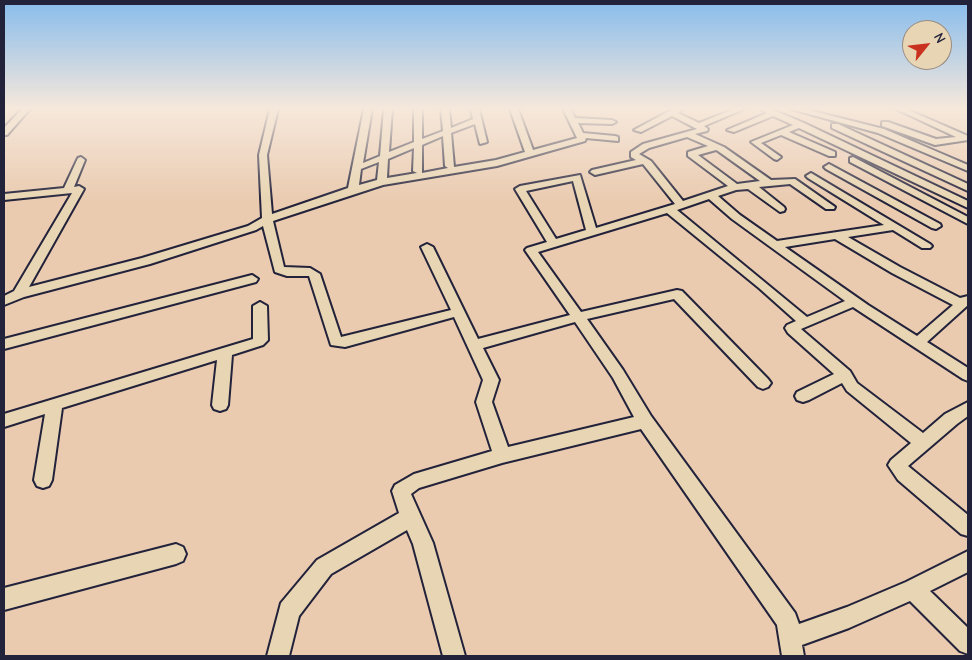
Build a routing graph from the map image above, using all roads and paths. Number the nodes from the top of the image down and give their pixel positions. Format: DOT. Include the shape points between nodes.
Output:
graph roads {
  1 [pos="267,140"];
  2 [pos="362,140"];
  3 [pos="385,140"];
  4 [pos="417,140"];
  5 [pos="425,140"];
  6 [pos="448,140"];
  7 [pos="525,140"];
  8 [pos="579,140"];
  9 [pos="668,140"];
  10 [pos="700,140"];
  11 [pos="763,140"];
  12 [pos="799,140"];
  13 [pos="833,140"];
  14 [pos="867,140"];
  15 [pos="901,140"];
  16 [pos="929,140"];
  17 [pos="953,140"];
  18 [pos="935,142"];
  19 [pos="417,143"];
  20 [pos="716,147"];
  21 [pos="917,147"];
  22 [pos="892,151"];
  23 [pos="832,154"];
  24 [pos="530,155"];
  25 [pos="867,156"];
  26 [pos="384,157"];
  27 [pos="777,157"];
  28 [pos="81,160"];
  29 [pos="853,160"];
  30 [pos="644,161"];
  31 [pos="968,162"];
  32 [pos="450,166"];
  33 [pos="829,167"];
  34 [pos="357,168"];
  35 [pos="968,168"];
  36 [pos="418,171"];
  37 [pos="595,172"];
  38 [pos="382,182"];
  39 [pos="768,183"];
  40 [pos="750,185"];
  41 [pos="735,187"];
  42 [pos="968,188"];
  43 [pos="68,189"];
  44 [pos="353,190"];
  45 [pos="711,195"];
  46 [pos="4,197"];
  47 [pos="968,205"];
  48 [pos="675,207"];
  49 [pos="830,207"];
  50 [pos="780,209"];
  51 [pos="267,219"];
  52 [pos="968,221"];
  53 [pos="936,226"];
  54 [pos="894,227"];
  55 [pos="592,232"];
  56 [pos="838,236"];
  57 [pos="553,244"];
  58 [pos="776,245"];
  59 [pos="926,246"];
  60 [pos="427,247"];
  61 [pos="252,279"];
  62 [pos="19,294"];
  63 [pos="4,300"];
  64 [pos="854,302"];
  65 [pos="964,302"];
  66 [pos="260,306"];
  67 [pos="458,312"];
  68 [pos="578,317"];
  69 [pos="806,323"];
  70 [pos="918,343"];
  71 [pos="4,344"];
  72 [pos="474,345"];
  73 [pos="225,352"];
  74 [pos="967,372"];
  75 [pos="845,375"];
  76 [pos="763,383"];
  77 [pos="803,396"];
  78 [pos="55,404"];
  79 [pos="220,405"];
  80 [pos="968,408"];
  81 [pos="4,420"];
  82 [pos="645,421"];
  83 [pos="923,442"];
  84 [pos="502,456"];
  85 [pos="43,480"];
  86 [pos="411,517"];
  87 [pos="968,527"];
  88 [pos="176,554"];
  89 [pos="968,561"];
  90 [pos="914,589"];
  91 [pos="4,599"];
  92 [pos="968,643"];
  93 [pos="792,647"];
  94 [pos="278,656"];
  95 [pos="454,656"];
  1 -- 51 [label="street" via="263,155"];
  2 -- 34 [label="street"];
  3 -- 26 [label="street"];
  4 -- 19 [label="street"];
  5 -- 19 [label="street"];
  6 -- 32 [label="street"];
  7 -- 24 [label="street"];
  8 -- 24 [label="street"];
  9 -- 30 [label="street" via="635,152 634,155"];
  10 -- 20 [label="street"];
  11 -- 27 [label="street" via="755,143"];
  12 -- 23 [label="street"];
  13 -- 25 [label="street"];
  14 -- 22 [label="street"];
  15 -- 21 [label="street"];
  16 -- 18 [label="street"];
  17 -- 18 [label="street"];
  18 -- 31 [label="street"];
  19 -- 26 [label="street"];
  19 -- 36 [label="street"];
  20 -- 39 [label="street"];
  20 -- 41 [label="street" via="691,154"];
  21 -- 22 [label="street"];
  21 -- 35 [label="street"];
  22 -- 25 [label="street"];
  22 -- 42 [label="street"];
  24 -- 38 [label="street"];
  25 -- 29 [label="street"];
  25 -- 47 [label="street"];
  26 -- 34 [label="street"];
  26 -- 38 [label="street"];
  28 -- 43 [label="street"];
  29 -- 33 [label="street"];
  29 -- 52 [label="street"];
  30 -- 37 [label="street"];
  30 -- 48 [label="street" via="654,170"];
  33 -- 53 [label="street"];
  33 -- 54 [label="street" via="811,176"];
  34 -- 44 [label="street"];
  38 -- 44 [label="street"];
  39 -- 40 [label="street"];
  39 -- 49 [label="street" via="792,181"];
  40 -- 41 [label="street"];
  40 -- 50 [label="street"];
  41 -- 45 [label="street"];
  43 -- 46 [label="street"];
  43 -- 62 [label="street" via="79,189"];
  44 -- 51 [label="street"];
  45 -- 48 [label="street"];
  45 -- 58 [label="street"];
  48 -- 55 [label="street"];
  48 -- 69 [label="street"];
  51 -- 62 [label="street" via="252,228 146,261"];
  51 -- 67 [label="street" via="279,269 314,274 336,342"];
  54 -- 56 [label="street"];
  54 -- 59 [label="street"];
  55 -- 57 [label="street"];
  55 -- 57 [label="street" via="577,177 520,189"];
  56 -- 58 [label="street"];
  56 -- 65 [label="street" via="896,270"];
  57 -- 68 [label="street" via="531,250"];
  58 -- 64 [label="street"];
  60 -- 67 [label="street"];
  61 -- 71 [label="street"];
  62 -- 63 [label="street"];
  64 -- 69 [label="street"];
  64 -- 70 [label="street"];
  65 -- 70 [label="street"];
  66 -- 73 [label="street" via="261,340"];
  67 -- 72 [label="street"];
  68 -- 72 [label="street"];
  68 -- 76 [label="street" via="677,294"];
  68 -- 82 [label="street" via="618,374"];
  69 -- 75 [label="street" via="792,328"];
  70 -- 74 [label="street"];
  72 -- 84 [label="street" via="491,380 484,402"];
  73 -- 78 [label="street"];
  73 -- 79 [label="street"];
  75 -- 77 [label="street"];
  75 -- 83 [label="street" via="852,387"];
  78 -- 81 [label="street"];
  78 -- 85 [label="street"];
  80 -- 83 [label="street"];
  82 -- 84 [label="street"];
  82 -- 93 [label="street" via="787,621"];
  83 -- 87 [label="street" via="897,465"];
  84 -- 86 [label="street" via="414,482 402,492"];
  86 -- 94 [label="street" via="324,567 289,610"];
  86 -- 95 [label="street" via="423,543"];
  88 -- 91 [label="street"];
  89 -- 90 [label="street"];
  90 -- 92 [label="street"];
  90 -- 93 [label="street" via="849,617"];
}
#####
## Problem requirements
If pictures appear among the records, do not carry them over; retype the rest exactly.

## Result of the exercise
Build a routing graph from the map image above, using all roads and paths. Number the nodes from the top of the image down and give their pixel positions. Format: DOT. Include the shape points between nodes.
Output:
graph roads {
  1 [pos="267,140"];
  2 [pos="362,140"];
  3 [pos="385,140"];
  4 [pos="417,140"];
  5 [pos="425,140"];
  6 [pos="448,140"];
  7 [pos="525,140"];
  8 [pos="579,140"];
  9 [pos="668,140"];
  10 [pos="700,140"];
  11 [pos="763,140"];
  12 [pos="799,140"];
  13 [pos="833,140"];
  14 [pos="867,140"];
  15 [pos="901,140"];
  16 [pos="929,140"];
  17 [pos="953,140"];
  18 [pos="935,142"];
  19 [pos="417,143"];
  20 [pos="716,147"];
  21 [pos="917,147"];
  22 [pos="892,151"];
  23 [pos="832,154"];
  24 [pos="530,155"];
  25 [pos="867,156"];
  26 [pos="384,157"];
  27 [pos="777,157"];
  28 [pos="81,160"];
  29 [pos="853,160"];
  30 [pos="644,161"];
  31 [pos="968,162"];
  32 [pos="450,166"];
  33 [pos="829,167"];
  34 [pos="357,168"];
  35 [pos="968,168"];
  36 [pos="418,171"];
  37 [pos="595,172"];
  38 [pos="382,182"];
  39 [pos="768,183"];
  40 [pos="750,185"];
  41 [pos="735,187"];
  42 [pos="968,188"];
  43 [pos="68,189"];
  44 [pos="353,190"];
  45 [pos="711,195"];
  46 [pos="4,197"];
  47 [pos="968,205"];
  48 [pos="675,207"];
  49 [pos="830,207"];
  50 [pos="780,209"];
  51 [pos="267,219"];
  52 [pos="968,221"];
  53 [pos="936,226"];
  54 [pos="894,227"];
  55 [pos="592,232"];
  56 [pos="838,236"];
  57 [pos="553,244"];
  58 [pos="776,245"];
  59 [pos="926,246"];
  60 [pos="427,247"];
  61 [pos="252,279"];
  62 [pos="19,294"];
  63 [pos="4,300"];
  64 [pos="854,302"];
  65 [pos="964,302"];
  66 [pos="260,306"];
  67 [pos="458,312"];
  68 [pos="578,317"];
  69 [pos="806,323"];
  70 [pos="918,343"];
  71 [pos="4,344"];
  72 [pos="474,345"];
  73 [pos="225,352"];
  74 [pos="967,372"];
  75 [pos="845,375"];
  76 [pos="763,383"];
  77 [pos="803,396"];
  78 [pos="55,404"];
  79 [pos="220,405"];
  80 [pos="968,408"];
  81 [pos="4,420"];
  82 [pos="645,421"];
  83 [pos="923,442"];
  84 [pos="502,456"];
  85 [pos="43,480"];
  86 [pos="411,517"];
  87 [pos="968,527"];
  88 [pos="176,554"];
  89 [pos="968,561"];
  90 [pos="914,589"];
  91 [pos="4,599"];
  92 [pos="968,643"];
  93 [pos="792,647"];
  94 [pos="278,656"];
  95 [pos="454,656"];
  1 -- 51 [label="street" via="263,155"];
  2 -- 34 [label="street"];
  3 -- 26 [label="street"];
  4 -- 19 [label="street"];
  5 -- 19 [label="street"];
  6 -- 32 [label="street"];
  7 -- 24 [label="street"];
  8 -- 24 [label="street"];
  9 -- 30 [label="street" via="635,152 634,155"];
  10 -- 20 [label="street"];
  11 -- 27 [label="street" via="755,143"];
  12 -- 23 [label="street"];
  13 -- 25 [label="street"];
  14 -- 22 [label="street"];
  15 -- 21 [label="street"];
  16 -- 18 [label="street"];
  17 -- 18 [label="street"];
  18 -- 31 [label="street"];
  19 -- 26 [label="street"];
  19 -- 36 [label="street"];
  20 -- 39 [label="street"];
  20 -- 41 [label="street" via="691,154"];
  21 -- 22 [label="street"];
  21 -- 35 [label="street"];
  22 -- 25 [label="street"];
  22 -- 42 [label="street"];
  24 -- 38 [label="street"];
  25 -- 29 [label="street"];
  25 -- 47 [label="street"];
  26 -- 34 [label="street"];
  26 -- 38 [label="street"];
  28 -- 43 [label="street"];
  29 -- 33 [label="street"];
  29 -- 52 [label="street"];
  30 -- 37 [label="street"];
  30 -- 48 [label="street" via="654,170"];
  33 -- 53 [label="street"];
  33 -- 54 [label="street" via="811,176"];
  34 -- 44 [label="street"];
  38 -- 44 [label="street"];
  39 -- 40 [label="street"];
  39 -- 49 [label="street" via="792,181"];
  40 -- 41 [label="street"];
  40 -- 50 [label="street"];
  41 -- 45 [label="street"];
  43 -- 46 [label="street"];
  43 -- 62 [label="street" via="79,189"];
  44 -- 51 [label="street"];
  45 -- 48 [label="street"];
  45 -- 58 [label="street"];
  48 -- 55 [label="street"];
  48 -- 69 [label="street"];
  51 -- 62 [label="street" via="252,228 146,261"];
  51 -- 67 [label="street" via="279,269 314,274 336,342"];
  54 -- 56 [label="street"];
  54 -- 59 [label="street"];
  55 -- 57 [label="street"];
  55 -- 57 [label="street" via="577,177 520,189"];
  56 -- 58 [label="street"];
  56 -- 65 [label="street" via="896,270"];
  57 -- 68 [label="street" via="531,250"];
  58 -- 64 [label="street"];
  60 -- 67 [label="street"];
  61 -- 71 [label="street"];
  62 -- 63 [label="street"];
  64 -- 69 [label="street"];
  64 -- 70 [label="street"];
  65 -- 70 [label="street"];
  66 -- 73 [label="street" via="261,340"];
  67 -- 72 [label="street"];
  68 -- 72 [label="street"];
  68 -- 76 [label="street" via="677,294"];
  68 -- 82 [label="street" via="618,374"];
  69 -- 75 [label="street" via="792,328"];
  70 -- 74 [label="street"];
  72 -- 84 [label="street" via="491,380 484,402"];
  73 -- 78 [label="street"];
  73 -- 79 [label="street"];
  75 -- 77 [label="street"];
  75 -- 83 [label="street" via="852,387"];
  78 -- 81 [label="street"];
  78 -- 85 [label="street"];
  80 -- 83 [label="street"];
  82 -- 84 [label="street"];
  82 -- 93 [label="street" via="787,621"];
  83 -- 87 [label="street" via="897,465"];
  84 -- 86 [label="street" via="414,482 402,492"];
  86 -- 94 [label="street" via="324,567 289,610"];
  86 -- 95 [label="street" via="423,543"];
  88 -- 91 [label="street"];
  89 -- 90 [label="street"];
  90 -- 92 [label="street"];
  90 -- 93 [label="street" via="849,617"];
}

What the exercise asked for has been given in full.